En cas d'attaques spéculatives sur ses taux souverains, l'Italie se trouve vulnérable et très dépendante de ses partenaires européens, et de l'aide de la BCE. La BCE a dévoilé en juillet, lors des premières tensions sur les taux souverains, un mécanisme « anti-fragmentation ». Dans ce scénario, la BCE se positionne pour racheter massivement des obligations souveraines, faire remonter leur prix et donc réduire le taux d'intérêt réclamé sur ces obligations », précisait à La Tribune l'économiste Eric Dor en juillet. Reste à savoir dans quelle mesure la BCE utilisera ce mécanisme de solidarité, et quand quelles mesures Paris et Berlin l'accepteront, si Rome se lance dans une politique résolument anti-européenne et dispendieuse.

Relations potentiellement glaciales avec Bruxelles et Paris

Parfois cordiales, souvent glaciales, les premières réactions politiques des partenaires de l'Italie ne devraient pas apaiser les doutes des investisseurs. « Le peuple italien a fait un choix démocratique et souverain. Nous le respectons »,  a sobrement salué l'Elysée en guise de félicitations avant de rappeler que « c'est en Européens que nous réussirons à relever nos défis communs ». De même, Berlin demande à la future coalition des droites de rester « très favorable à l'Europe ».

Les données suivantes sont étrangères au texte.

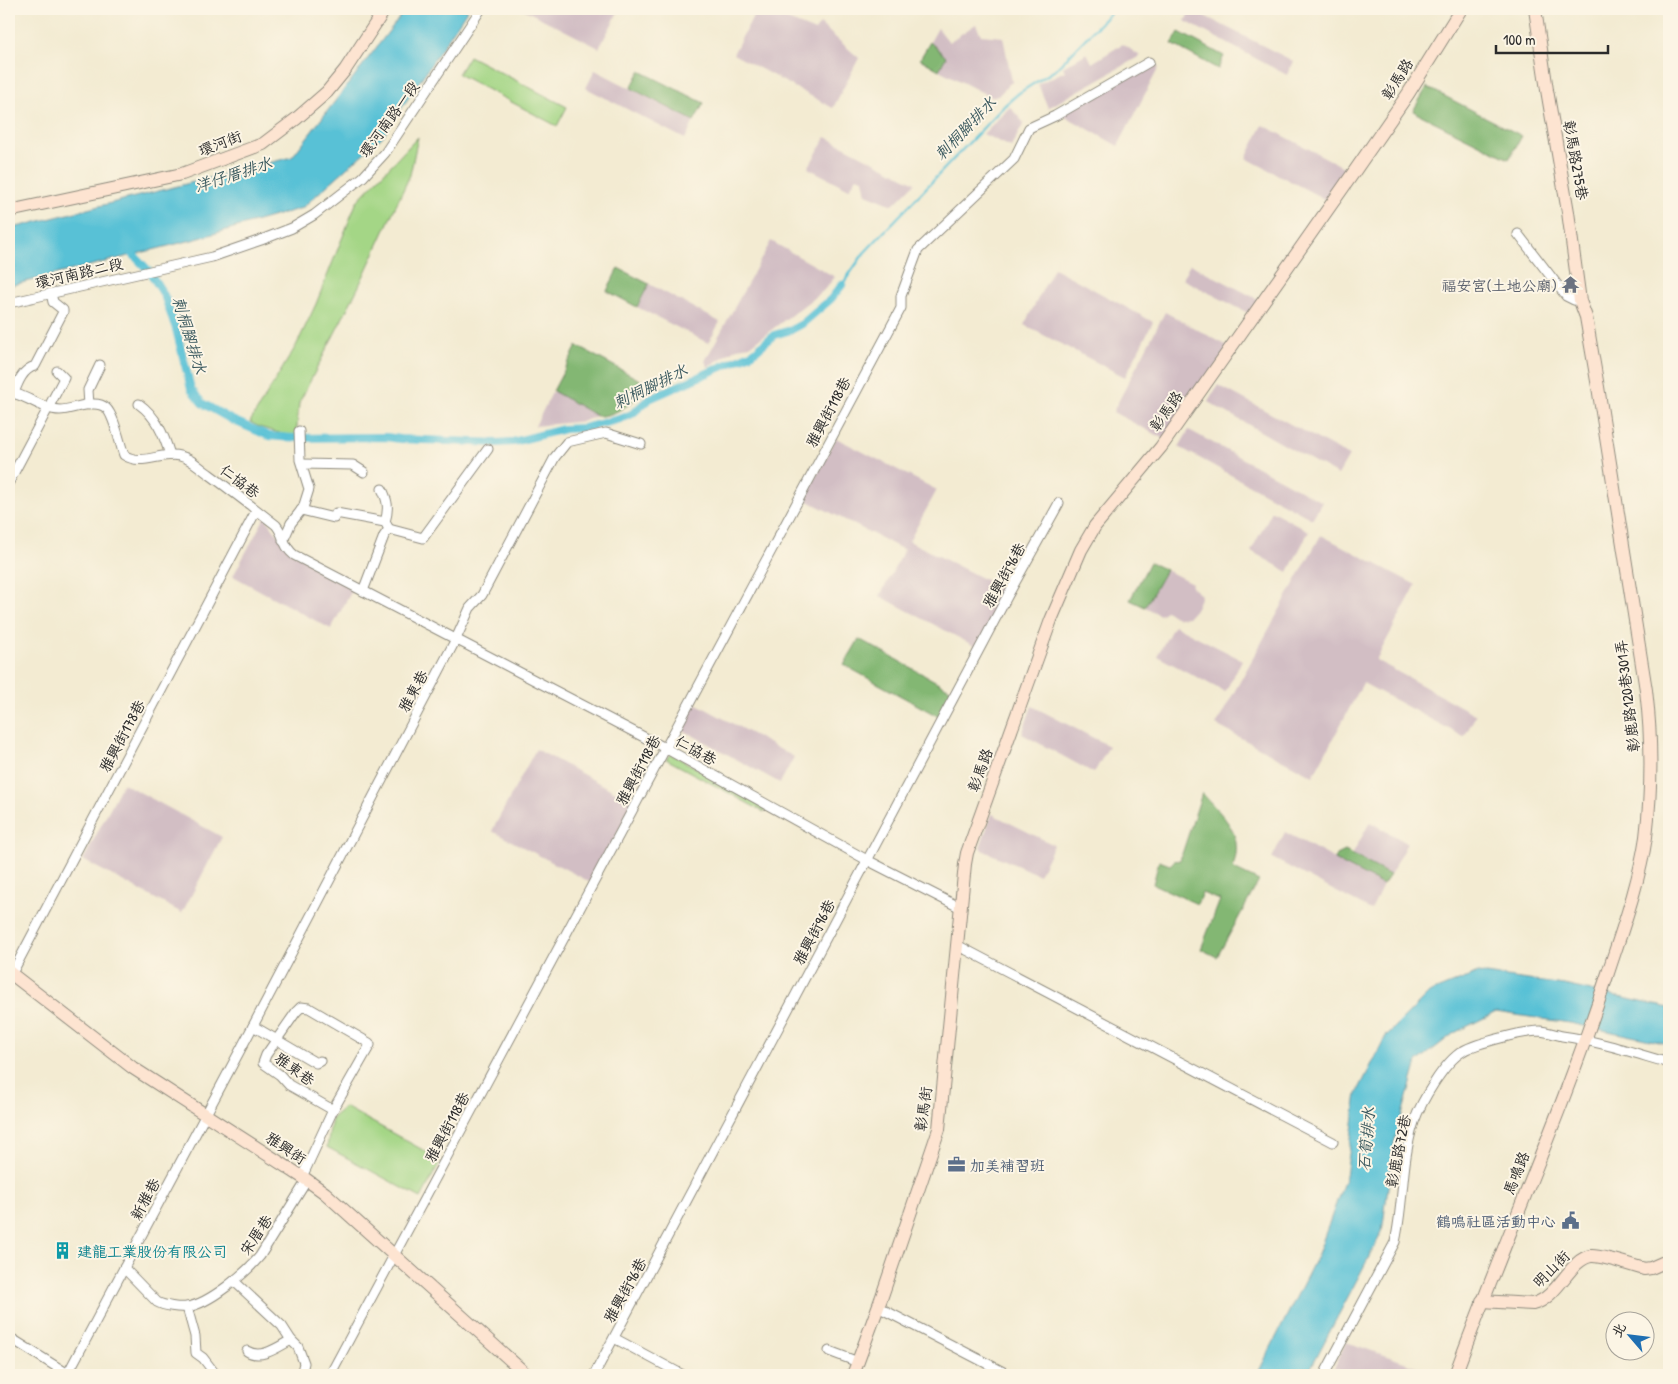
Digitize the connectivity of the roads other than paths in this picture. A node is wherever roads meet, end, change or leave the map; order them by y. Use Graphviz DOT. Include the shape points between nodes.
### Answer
graph roads {
  1 [pos="385,9"];
  2 [pos="481,9"];
  3 [pos="1461,9"];
  4 [pos="1535,9"];
  5 [pos="1149,62"];
  6 [pos="9,211"];
  7 [pos="1518,234"];
  8 [pos="156,269"];
  9 [pos="51,293"];
  10 [pos="1580,300"];
  11 [pos="9,303"];
  12 [pos="1586,317"];
  13 [pos="100,365"];
  14 [pos="57,371"];
  15 [pos="12,393"];
  16 [pos="140,404"];
  17 [pos="89,405"];
  18 [pos="47,408"];
  19 [pos="299,431"];
  20 [pos="641,444"];
  21 [pos="488,449"];
  22 [pos="170,455"];
  23 [pos="302,464"];
  24 [pos="364,472"];
  25 [pos="9,482"];
  26 [pos="382,489"];
  27 [pos="1059,503"];
  28 [pos="301,510"];
  29 [pos="256,511"];
  30 [pos="387,526"];
  31 [pos="283,541"];
  32 [pos="363,591"];
  33 [pos="456,639"];
  34 [pos="665,748"];
  35 [pos="867,860"];
  36 [pos="965,864"];
  37 [pos="960,908"];
  38 [pos="957,945"];
  39 [pos="10,975"];
  40 [pos="253,1026"];
  41 [pos="277,1040"];
  42 [pos="1586,1040"];
  43 [pos="320,1061"];
  44 [pos="1669,1062"];
  45 [pos="333,1110"];
  46 [pos="206,1115"];
  47 [pos="1333,1142"];
  48 [pos="305,1178"];
  49 [pos="393,1255"];
  50 [pos="1669,1260"];
  51 [pos="124,1268"];
  52 [pos="234,1281"];
  53 [pos="1482,1301"];
  54 [pos="187,1307"];
  55 [pos="878,1308"];
  56 [pos="9,1337"];
  57 [pos="614,1338"];
  58 [pos="291,1340"];
  59 [pos="248,1351"];
  60 [pos="829,1352"];
  61 [pos="858,1362"];
  62 [pos="67,1375"];
  63 [pos="216,1375"];
  64 [pos="301,1375"];
  65 [pos="330,1375"];
  66 [pos="527,1375"];
  67 [pos="594,1375"];
  68 [pos="683,1375"];
  69 [pos="853,1375"];
  70 [pos="1009,1375"];
  71 [pos="1324,1375"];
  72 [pos="1455,1375"];
  1 -- 6 [label="street, 環河街" via="327,92 263,144 182,174"];
  2 -- 8 [label="street, 環河南路一段" via="385,153 334,202 292,228 262,240 212,257"];
  3 -- 36 [label="street, 彰馬路" via="1408,94 1161,447 1095,526 1081,550 1050,620"];
  4 -- 10 [label="street, 彰馬路275巷"];
  5 -- 34 [label="street, 雅興街118巷" via="1029,128 1014,159 918,250 901,296 901,308"];
  7 -- 10 [label="street" via="1566,296"];
  8 -- 9 [label="street, 環河南路二段"];
  9 -- 11 [label="street, 環河南路二段"];
  9 -- 15 [label="street" via="63,312 35,366 29,368"];
  10 -- 12 [label="street, 彰馬路275巷"];
  12 -- 42 [label="street, 彰鹿路120巷301弄" via="1646,690 1651,758 1646,840 1633,894"];
  13 -- 17 [label="street" via="88,390"];
  14 -- 18 [label="street" via="64,378"];
  15 -- 18 [label="street"];
  16 -- 22 [label="street" via="158,423"];
  17 -- 18 [label="street" via="59,410"];
  17 -- 22 [label="street, 仁協巷" via="100,404 106,408 124,455 141,460"];
  18 -- 25 [label="street"];
  19 -- 23 [label="street"];
  20 -- 33 [label="street, 雅東巷" via="606,433 567,442 555,457 482,595 470,608"];
  21 -- 30 [label="street" via="424,538"];
  22 -- 29 [label="street, 仁協巷" via="196,464"];
  23 -- 24 [label="street" via="353,465"];
  23 -- 28 [label="street" via="309,490"];
  26 -- 30 [label="street" via="388,502"];
  27 -- 35 [label="street, 雅興街96巷"];
  28 -- 30 [label="street" via="334,518 336,513"];
  28 -- 31 [label="street"];
  29 -- 31 [label="street, 仁協巷" via="276,525"];
  29 -- 39 [label="street, 雅興街178巷"];
  30 -- 32 [label="street"];
  31 -- 32 [label="street, 仁協巷" via="294,555"];
  32 -- 33 [label="street, 仁協巷"];
  33 -- 34 [label="street, 仁協巷"];
  33 -- 40 [label="street, 雅東巷"];
  34 -- 35 [label="street, 仁協巷"];
  34 -- 49 [label="street, 雅興街118巷"];
  35 -- 37 [label="street, 仁協巷"];
  35 -- 57 [label="street, 雅興街96巷"];
  36 -- 37 [label="street, 彰馬街"];
  37 -- 38 [label="street, 彰馬街"];
  38 -- 47 [label="street"];
  38 -- 55 [label="street, 彰馬街" via="938,1129"];
  39 -- 46 [label="street, 雅興街" via="134,1068"];
  40 -- 41 [label="street, 雅東巷"];
  40 -- 46 [label="street, 雅東巷"];
  41 -- 43 [label="street, 雅東巷" via="316,1063"];
  41 -- 45 [label="street, 雅東巷" via="263,1063 289,1085"];
  41 -- 45 [label="street, 雅東巷" via="298,1008 305,1007 369,1043"];
  42 -- 44 [label="street, 彰鹿路72巷"];
  42 -- 53 [label="street, 馬鳴路"];
  42 -- 71 [label="street, 彰鹿路72巷" via="1539,1031 1504,1037 1463,1051 1444,1070 1428,1091 1414,1123 1395,1242"];
  45 -- 48 [label="street, 雅東巷"];
  46 -- 48 [label="street, 雅興街"];
  46 -- 51 [label="street, 新雅巷"];
  48 -- 49 [label="street, 雅興街"];
  48 -- 52 [label="street, 宋厝巷" via="260,1256"];
  49 -- 65 [label="street, 雅興街118巷"];
  49 -- 66 [label="street, 雅興街"];
  50 -- 53 [label="street, 明山街" via="1644,1269 1592,1256 1579,1261 1539,1303"];
  51 -- 54 [label="street, 宋厝巷" via="157,1302"];
  51 -- 62 [label="street, 新雅巷"];
  52 -- 54 [label="street, 宋厝巷" via="208,1299"];
  52 -- 58 [label="street" via="282,1326"];
  53 -- 72 [label="street, 馬鳴路"];
  54 -- 63 [label="street" via="196,1353"];
  55 -- 61 [label="street, 彰馬街"];
  55 -- 70 [label="street"];
  56 -- 62 [label="street"];
  57 -- 67 [label="street, 雅興街96巷"];
  57 -- 68 [label="street"];
  58 -- 59 [label="street" via="261,1355"];
  58 -- 64 [label="street" via="302,1354"];
  60 -- 61 [label="street"];
  61 -- 69 [label="street, 彰馬街"];
}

« Si les choses vont dans une direction difficile (ndlr : comprendre hostile à Bruxelles), j'ai parlé de la Hongrie et de la Pologne, nous avons des instruments », avait averti Ursula von der Leyen à l'adresse de la future coalition la semaine dernière. Cette menace à peine voilée avait grandement irrité les partis de droite, notamment la Ligue de Matteo Salvini qui avait exigé des excuses de la présidente de la Commission.

Reste à savoir quelle ligne adoptera la future présidente du conseil italien Giorgia Meloni avec ses partenaires européens. Pendant sa campagne, la Romaine a joué la carte de la modération sur les sujets économiques et européens. « Meloni a fait un "aggiornamento" spectaculaire sur l'Union européenne. Historiquement, elle a toujours tenu un discours très anti-européen. Dans cette campagne, elle a fait preuve d'une modération nouvelle », racontait la spécialiste italienne de l'extrême-droite Anna Bonalume à La Tribune la semaine dernière. Une stratégie de la modération sur les questions budgétaires et européennes s'est avérée payante électoralement. Reste à savoir si Meloni gardera ce cap dans sa politique. La crédibilité de l'Italie sur les marchés financiers en dépendra.